Fennel, Apple, Onion and Pancetta Pizza
Fennel seems to be constantly on my mind when I'm in the market lately, so I almost always seem to have a bulb or two waiting for me to use one way or another. And for me one of the best pairings for fennel is pork, in any format, so when I was thinking of pizza recently this fennel/pancetta combo easily came to mind.
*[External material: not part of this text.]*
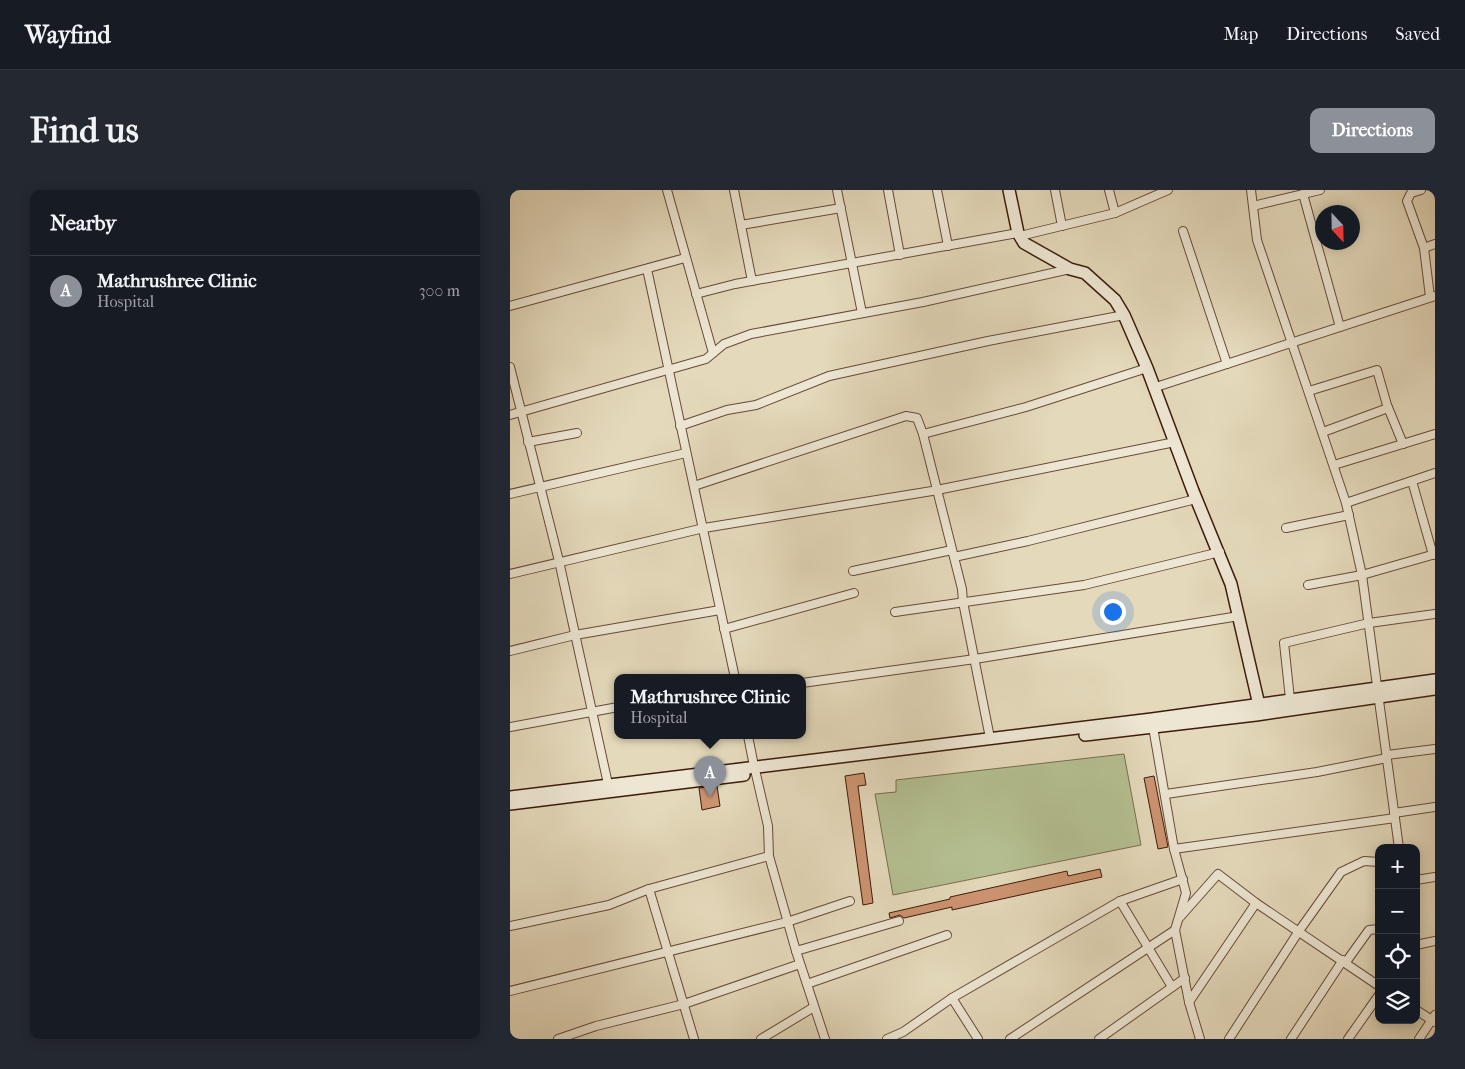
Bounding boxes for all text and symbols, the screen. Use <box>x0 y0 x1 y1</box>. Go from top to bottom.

Onions and apples are also great pals with pork so it wasn't a long jump to this happy grouping: fennel, onion, apple, pancetta. Add in my current favorite cheese combination -- Parmigiano Reggiano, Manchego and fresh mozzarella -- top with a few toasted pine nuts, dried grape tomatoes and some scallion threads and you have a very simple but interesting pizza.
Fennel Pancetta Pizza
dough for 1 pizza shell (see recipe HERE)
1/2 small fennel bulb
1 smallish onion
1/2 Granny Smith apple, peeled, cored and sliced
2 1/4" slices pancetta, diced
3 T pine nuts
2 0z Parmigiano Reggiano, shredded
2 0z Manchego, shredded
2 oz fresh mozzarella, shredded
3 T minced flat leaf parsley
3 scallions, cut in threads
12 grape tomatoes
3 large cloves garlic
3 T fresh rosemary, chopped
olive oil
Halve the grape tomatoes, toss them in a little olive oil and dry them for about 25 minutes in a 325º oven. Set aside. Remove the outer layer of the fennel bulb and discard. Cut the bulb in half lengthwise and reserve one half for another purpose. Cut off the root end of the remaining fennel half and slice the bulb crosswise into 1/4" slices. Peel and slice the onion in thick slices. Chop the garlic. Sauté the pancetta until just crisp and drain on paper towels. Toast the pine nuts in a dry skillet over high heat, stirring, until they start to darken; then scoop them onto a paper towel lined plate.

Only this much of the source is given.